* **Exercise directions**:
Scan the lines below for the word "شارع". Copy each line you find it in.

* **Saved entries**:

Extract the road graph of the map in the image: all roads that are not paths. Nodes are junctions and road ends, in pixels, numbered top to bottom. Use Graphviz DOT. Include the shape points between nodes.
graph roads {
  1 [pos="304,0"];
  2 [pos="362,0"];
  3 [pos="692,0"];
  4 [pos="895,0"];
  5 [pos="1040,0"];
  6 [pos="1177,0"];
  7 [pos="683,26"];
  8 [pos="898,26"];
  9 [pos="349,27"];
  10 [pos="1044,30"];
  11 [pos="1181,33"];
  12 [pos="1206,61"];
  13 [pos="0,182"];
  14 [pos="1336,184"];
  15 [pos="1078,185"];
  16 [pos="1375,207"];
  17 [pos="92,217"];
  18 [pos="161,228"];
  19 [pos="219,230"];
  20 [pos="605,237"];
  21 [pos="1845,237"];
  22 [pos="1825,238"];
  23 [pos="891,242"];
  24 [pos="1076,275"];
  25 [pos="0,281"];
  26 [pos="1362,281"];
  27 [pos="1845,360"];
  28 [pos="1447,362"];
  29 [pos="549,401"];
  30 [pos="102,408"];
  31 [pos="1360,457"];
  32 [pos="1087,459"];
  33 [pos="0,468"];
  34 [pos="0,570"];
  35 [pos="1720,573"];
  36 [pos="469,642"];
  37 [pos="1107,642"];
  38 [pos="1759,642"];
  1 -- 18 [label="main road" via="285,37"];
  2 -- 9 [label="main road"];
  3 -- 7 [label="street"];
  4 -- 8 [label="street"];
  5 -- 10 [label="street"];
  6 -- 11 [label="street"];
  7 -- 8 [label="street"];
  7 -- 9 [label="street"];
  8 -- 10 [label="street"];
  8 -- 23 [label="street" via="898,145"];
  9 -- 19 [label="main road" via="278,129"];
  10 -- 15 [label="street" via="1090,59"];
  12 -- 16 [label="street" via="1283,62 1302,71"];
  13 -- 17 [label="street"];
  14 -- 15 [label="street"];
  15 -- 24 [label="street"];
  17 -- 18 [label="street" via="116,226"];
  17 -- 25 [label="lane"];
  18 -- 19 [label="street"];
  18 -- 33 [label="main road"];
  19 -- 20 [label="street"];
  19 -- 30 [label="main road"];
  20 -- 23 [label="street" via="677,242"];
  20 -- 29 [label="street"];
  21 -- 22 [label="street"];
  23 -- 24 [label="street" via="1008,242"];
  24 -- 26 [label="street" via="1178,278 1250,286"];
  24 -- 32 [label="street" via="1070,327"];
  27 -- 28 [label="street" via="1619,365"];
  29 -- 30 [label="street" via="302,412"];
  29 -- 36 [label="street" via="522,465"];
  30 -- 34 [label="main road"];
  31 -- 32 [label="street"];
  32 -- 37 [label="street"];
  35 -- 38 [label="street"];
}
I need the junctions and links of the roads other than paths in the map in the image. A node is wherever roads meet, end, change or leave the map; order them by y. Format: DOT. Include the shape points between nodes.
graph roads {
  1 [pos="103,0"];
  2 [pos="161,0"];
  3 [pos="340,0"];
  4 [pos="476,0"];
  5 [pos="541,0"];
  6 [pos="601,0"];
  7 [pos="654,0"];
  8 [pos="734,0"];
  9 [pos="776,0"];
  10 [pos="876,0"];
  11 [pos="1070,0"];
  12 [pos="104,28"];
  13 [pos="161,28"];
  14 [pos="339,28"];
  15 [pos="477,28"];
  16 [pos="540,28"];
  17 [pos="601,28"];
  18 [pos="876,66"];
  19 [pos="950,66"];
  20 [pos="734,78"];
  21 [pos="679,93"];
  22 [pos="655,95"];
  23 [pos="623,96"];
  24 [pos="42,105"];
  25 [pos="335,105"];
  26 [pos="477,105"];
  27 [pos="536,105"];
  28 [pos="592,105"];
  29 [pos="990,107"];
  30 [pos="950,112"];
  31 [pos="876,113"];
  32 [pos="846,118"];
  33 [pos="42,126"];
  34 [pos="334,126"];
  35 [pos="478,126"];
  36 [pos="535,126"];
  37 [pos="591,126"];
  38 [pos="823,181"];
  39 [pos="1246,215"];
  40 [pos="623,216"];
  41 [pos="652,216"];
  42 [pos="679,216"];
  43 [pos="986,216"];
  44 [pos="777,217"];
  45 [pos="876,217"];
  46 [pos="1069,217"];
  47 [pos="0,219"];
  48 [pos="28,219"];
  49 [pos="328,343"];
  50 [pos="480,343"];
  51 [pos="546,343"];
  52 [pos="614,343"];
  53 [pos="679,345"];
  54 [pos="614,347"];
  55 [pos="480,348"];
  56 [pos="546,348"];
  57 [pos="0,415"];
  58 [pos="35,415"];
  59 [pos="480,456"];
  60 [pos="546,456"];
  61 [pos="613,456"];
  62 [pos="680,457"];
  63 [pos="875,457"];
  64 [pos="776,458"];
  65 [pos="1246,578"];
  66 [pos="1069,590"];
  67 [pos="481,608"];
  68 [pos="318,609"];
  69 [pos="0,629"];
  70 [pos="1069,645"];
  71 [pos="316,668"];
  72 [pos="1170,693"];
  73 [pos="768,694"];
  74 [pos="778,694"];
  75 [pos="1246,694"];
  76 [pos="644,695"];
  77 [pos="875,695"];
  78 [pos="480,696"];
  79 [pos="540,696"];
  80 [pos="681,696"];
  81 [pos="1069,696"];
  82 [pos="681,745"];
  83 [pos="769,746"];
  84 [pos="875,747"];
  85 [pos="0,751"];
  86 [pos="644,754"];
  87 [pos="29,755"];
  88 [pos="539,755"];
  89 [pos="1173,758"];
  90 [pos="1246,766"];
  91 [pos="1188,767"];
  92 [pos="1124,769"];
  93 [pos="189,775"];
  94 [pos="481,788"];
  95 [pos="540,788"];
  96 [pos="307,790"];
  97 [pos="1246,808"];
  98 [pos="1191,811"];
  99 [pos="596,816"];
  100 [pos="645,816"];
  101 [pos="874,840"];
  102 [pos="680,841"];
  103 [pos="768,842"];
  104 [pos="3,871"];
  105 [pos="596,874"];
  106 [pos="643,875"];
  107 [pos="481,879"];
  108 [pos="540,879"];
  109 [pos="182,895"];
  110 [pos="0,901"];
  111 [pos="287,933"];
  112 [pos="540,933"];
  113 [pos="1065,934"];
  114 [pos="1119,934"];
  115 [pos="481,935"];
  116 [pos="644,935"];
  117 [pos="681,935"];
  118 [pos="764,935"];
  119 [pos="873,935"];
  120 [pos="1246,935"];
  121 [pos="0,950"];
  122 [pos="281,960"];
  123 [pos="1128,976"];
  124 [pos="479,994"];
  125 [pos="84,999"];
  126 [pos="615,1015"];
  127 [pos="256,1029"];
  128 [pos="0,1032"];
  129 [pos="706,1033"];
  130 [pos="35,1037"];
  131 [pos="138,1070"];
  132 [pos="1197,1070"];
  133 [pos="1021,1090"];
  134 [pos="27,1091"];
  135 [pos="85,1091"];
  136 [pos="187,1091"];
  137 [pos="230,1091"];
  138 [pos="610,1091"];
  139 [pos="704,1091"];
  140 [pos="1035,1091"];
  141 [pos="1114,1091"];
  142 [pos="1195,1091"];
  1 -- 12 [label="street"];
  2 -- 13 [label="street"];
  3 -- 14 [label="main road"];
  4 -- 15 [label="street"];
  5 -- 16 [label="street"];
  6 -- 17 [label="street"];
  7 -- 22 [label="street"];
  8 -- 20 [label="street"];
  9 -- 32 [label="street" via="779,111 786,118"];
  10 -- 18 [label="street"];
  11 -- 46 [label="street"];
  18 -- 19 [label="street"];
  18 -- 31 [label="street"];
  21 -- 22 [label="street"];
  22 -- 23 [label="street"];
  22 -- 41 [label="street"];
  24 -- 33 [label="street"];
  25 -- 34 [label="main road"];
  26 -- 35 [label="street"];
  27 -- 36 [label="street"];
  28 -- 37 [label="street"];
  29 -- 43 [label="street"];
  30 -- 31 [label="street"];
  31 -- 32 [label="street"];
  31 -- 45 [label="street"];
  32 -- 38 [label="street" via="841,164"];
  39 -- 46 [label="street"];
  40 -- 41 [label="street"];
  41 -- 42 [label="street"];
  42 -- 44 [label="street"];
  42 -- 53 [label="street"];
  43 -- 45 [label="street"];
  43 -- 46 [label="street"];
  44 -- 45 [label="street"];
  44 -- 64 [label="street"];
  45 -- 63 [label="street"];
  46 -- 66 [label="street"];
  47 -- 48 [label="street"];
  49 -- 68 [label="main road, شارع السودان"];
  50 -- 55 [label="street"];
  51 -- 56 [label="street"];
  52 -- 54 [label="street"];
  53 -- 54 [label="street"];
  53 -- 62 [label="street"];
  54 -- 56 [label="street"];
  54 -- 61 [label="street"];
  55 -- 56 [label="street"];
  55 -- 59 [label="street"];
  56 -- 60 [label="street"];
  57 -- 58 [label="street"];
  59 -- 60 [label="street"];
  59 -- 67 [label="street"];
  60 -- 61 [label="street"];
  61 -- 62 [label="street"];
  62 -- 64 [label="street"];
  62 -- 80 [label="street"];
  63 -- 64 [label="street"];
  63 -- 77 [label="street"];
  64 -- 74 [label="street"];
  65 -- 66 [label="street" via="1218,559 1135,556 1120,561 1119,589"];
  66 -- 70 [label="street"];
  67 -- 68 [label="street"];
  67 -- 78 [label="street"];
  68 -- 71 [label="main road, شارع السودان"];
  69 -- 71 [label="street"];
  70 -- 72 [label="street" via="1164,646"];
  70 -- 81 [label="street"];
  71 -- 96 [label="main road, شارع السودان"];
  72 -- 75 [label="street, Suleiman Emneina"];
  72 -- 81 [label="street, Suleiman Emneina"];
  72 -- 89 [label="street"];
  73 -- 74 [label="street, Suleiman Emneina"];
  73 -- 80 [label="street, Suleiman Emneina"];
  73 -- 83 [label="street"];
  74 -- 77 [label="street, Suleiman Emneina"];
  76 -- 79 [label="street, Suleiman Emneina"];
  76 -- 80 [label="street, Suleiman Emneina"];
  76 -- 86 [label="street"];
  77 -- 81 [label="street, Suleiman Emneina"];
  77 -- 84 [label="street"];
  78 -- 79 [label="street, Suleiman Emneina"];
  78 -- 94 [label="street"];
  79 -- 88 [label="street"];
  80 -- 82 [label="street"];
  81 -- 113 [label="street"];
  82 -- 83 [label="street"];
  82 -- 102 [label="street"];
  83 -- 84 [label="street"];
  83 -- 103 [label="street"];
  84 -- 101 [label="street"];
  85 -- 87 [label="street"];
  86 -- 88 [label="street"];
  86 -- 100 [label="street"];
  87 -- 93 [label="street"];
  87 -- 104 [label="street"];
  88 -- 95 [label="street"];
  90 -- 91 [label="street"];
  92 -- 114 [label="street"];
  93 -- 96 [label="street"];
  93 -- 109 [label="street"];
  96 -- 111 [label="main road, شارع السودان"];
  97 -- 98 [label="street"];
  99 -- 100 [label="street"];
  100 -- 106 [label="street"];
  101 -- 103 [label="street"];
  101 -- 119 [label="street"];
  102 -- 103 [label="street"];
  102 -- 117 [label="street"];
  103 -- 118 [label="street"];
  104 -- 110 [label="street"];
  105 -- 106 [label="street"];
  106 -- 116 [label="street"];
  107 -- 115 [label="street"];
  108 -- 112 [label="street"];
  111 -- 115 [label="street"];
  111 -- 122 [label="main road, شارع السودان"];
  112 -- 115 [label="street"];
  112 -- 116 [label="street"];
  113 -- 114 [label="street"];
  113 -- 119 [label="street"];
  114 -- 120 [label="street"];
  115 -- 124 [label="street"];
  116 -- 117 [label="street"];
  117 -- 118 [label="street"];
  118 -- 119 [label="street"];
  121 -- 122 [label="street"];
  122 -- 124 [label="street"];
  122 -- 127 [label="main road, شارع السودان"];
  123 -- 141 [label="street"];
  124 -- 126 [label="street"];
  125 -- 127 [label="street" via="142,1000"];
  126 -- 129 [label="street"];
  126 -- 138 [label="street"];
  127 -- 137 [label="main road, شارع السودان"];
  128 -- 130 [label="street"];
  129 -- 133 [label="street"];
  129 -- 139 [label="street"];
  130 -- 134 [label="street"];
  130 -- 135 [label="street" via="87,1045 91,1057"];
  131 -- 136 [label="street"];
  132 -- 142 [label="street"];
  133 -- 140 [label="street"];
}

* **Expected output**:
  49 -- 68 [label="main road, شارع السودان"];
  68 -- 71 [label="main road, شارع السودان"];
  71 -- 96 [label="main road, شارع السودان"];
  96 -- 111 [label="main road, شارع السودان"];
  111 -- 122 [label="main road, شارع السودان"];
  122 -- 127 [label="main road, شارع السودان"];
  127 -- 137 [label="main road, شارع السودان"];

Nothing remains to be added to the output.